» **DATA IN THIS EXERCISE**

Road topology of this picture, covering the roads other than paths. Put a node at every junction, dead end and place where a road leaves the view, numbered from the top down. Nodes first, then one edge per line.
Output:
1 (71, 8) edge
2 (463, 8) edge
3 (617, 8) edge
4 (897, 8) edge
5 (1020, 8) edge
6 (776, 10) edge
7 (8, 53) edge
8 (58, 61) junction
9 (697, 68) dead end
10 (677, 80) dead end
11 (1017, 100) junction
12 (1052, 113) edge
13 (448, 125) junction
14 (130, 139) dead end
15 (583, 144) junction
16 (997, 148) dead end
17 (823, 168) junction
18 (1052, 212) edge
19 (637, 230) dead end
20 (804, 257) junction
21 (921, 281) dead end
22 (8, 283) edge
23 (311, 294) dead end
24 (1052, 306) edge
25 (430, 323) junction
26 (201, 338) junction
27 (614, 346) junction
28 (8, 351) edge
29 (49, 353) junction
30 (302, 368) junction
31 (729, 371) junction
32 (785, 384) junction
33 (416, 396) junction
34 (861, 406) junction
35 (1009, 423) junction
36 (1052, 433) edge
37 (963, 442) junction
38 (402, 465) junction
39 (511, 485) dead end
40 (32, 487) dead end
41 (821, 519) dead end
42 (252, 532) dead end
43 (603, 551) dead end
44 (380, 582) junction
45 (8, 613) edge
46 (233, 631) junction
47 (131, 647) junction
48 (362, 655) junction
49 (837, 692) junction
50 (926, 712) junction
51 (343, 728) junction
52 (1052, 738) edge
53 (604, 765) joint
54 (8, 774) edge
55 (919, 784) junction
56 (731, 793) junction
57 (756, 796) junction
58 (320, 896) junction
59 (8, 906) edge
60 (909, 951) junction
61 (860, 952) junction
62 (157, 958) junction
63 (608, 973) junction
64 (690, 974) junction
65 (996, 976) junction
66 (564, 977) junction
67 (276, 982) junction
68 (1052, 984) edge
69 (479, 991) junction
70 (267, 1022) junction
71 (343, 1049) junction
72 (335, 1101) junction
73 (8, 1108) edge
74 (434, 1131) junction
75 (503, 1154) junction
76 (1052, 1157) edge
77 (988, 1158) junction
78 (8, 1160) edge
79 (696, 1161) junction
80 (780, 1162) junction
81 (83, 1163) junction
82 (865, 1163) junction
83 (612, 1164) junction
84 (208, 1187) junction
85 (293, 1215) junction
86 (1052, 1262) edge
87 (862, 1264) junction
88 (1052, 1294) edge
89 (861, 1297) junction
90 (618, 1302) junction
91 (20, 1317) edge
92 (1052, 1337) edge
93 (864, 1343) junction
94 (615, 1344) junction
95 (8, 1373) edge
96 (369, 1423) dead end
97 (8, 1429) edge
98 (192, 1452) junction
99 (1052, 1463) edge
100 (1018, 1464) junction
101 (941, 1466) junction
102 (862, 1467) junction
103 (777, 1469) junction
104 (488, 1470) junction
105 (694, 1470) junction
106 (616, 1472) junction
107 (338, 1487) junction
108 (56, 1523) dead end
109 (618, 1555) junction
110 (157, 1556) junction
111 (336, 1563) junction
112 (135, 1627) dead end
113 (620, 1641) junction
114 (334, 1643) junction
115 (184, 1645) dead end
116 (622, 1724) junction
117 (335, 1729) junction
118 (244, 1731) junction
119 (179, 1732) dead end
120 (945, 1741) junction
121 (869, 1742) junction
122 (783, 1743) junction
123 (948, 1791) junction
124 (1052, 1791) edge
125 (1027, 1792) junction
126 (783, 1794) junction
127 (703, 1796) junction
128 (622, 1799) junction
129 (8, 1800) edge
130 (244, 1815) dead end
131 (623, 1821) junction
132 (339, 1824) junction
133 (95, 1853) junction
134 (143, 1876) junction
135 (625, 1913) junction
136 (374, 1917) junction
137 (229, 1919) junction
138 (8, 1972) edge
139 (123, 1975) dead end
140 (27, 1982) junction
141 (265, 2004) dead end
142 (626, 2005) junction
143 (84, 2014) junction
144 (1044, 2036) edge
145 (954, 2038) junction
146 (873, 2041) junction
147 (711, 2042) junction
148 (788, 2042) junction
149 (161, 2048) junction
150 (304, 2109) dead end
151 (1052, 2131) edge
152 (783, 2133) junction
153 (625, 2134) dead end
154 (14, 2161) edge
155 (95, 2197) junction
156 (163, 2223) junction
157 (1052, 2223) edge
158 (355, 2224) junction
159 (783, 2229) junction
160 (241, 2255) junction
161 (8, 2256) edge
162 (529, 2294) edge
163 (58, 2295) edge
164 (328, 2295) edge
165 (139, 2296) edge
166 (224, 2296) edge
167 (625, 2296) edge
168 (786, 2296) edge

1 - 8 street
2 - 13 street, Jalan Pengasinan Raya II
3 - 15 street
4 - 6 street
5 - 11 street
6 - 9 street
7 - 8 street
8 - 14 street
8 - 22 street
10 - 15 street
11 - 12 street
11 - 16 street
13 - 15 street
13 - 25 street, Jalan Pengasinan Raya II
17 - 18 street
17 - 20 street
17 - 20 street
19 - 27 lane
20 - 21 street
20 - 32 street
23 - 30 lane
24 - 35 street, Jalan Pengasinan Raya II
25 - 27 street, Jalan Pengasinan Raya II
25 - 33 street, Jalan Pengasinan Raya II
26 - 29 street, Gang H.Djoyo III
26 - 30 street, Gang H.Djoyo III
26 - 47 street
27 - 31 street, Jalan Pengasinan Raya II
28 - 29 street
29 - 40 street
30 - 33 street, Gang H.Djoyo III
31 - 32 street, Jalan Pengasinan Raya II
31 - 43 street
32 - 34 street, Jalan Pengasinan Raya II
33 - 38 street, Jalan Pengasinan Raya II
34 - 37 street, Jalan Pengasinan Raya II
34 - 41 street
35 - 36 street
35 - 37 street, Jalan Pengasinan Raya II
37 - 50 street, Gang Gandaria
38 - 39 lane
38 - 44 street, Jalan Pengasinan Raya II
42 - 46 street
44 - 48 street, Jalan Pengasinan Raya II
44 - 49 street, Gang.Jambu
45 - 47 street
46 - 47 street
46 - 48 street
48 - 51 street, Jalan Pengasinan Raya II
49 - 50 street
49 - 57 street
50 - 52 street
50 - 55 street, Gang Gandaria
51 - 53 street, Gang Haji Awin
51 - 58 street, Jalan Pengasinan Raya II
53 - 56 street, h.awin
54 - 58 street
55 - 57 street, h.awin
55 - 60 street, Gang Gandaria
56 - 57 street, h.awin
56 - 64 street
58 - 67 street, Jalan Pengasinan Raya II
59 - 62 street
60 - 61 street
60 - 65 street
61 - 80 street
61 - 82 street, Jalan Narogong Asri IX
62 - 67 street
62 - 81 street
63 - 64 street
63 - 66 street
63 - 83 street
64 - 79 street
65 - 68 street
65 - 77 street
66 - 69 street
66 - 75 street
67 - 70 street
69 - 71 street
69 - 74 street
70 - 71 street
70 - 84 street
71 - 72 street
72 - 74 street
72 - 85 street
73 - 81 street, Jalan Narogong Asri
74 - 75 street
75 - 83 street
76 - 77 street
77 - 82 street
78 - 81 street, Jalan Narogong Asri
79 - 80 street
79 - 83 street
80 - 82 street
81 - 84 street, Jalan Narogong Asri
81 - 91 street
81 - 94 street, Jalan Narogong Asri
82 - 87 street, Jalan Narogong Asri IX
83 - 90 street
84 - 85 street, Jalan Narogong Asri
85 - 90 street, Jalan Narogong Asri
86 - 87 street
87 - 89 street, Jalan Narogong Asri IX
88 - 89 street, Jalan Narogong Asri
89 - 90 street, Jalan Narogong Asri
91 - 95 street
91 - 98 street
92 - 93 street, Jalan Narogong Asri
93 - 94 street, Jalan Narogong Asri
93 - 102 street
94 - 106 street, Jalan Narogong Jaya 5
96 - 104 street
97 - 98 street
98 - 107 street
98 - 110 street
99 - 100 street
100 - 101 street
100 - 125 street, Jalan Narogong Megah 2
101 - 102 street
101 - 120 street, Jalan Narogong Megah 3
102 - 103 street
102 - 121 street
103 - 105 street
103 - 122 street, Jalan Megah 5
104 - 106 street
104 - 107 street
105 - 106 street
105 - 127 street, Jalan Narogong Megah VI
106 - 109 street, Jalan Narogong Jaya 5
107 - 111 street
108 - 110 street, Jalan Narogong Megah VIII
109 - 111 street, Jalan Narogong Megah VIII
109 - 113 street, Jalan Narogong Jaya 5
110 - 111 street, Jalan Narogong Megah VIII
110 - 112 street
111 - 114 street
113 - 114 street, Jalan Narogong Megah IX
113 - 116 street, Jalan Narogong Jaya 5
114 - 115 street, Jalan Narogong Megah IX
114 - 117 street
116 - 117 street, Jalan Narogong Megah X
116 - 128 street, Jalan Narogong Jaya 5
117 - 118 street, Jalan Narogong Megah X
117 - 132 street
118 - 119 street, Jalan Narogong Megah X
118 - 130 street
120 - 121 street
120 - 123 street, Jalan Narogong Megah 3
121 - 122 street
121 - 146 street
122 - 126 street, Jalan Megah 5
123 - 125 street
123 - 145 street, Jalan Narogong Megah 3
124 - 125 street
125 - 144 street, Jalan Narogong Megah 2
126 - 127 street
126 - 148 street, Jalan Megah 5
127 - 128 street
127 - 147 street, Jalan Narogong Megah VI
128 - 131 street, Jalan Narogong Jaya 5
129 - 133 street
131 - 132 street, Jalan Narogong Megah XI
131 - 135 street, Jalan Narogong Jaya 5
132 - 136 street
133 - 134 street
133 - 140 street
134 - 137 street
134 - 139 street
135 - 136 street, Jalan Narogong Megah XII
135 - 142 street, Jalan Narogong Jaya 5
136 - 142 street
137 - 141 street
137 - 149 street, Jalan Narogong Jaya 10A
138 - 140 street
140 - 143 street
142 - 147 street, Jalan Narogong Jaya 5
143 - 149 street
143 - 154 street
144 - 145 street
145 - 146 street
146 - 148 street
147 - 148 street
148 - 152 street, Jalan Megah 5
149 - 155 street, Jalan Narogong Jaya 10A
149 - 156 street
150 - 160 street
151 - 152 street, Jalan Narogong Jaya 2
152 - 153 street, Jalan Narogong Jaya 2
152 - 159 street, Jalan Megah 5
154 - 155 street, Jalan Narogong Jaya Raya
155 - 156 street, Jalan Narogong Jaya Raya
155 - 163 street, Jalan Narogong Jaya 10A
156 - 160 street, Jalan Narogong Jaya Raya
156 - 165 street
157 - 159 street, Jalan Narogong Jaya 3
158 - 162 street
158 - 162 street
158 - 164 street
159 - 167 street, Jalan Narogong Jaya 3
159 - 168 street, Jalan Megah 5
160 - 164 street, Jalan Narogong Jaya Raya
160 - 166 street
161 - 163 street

» **BRIEF**
Work out how many lines of the material above contain "VIII", then write that number alone.

» **RESPONSE TO THIS TASK**
3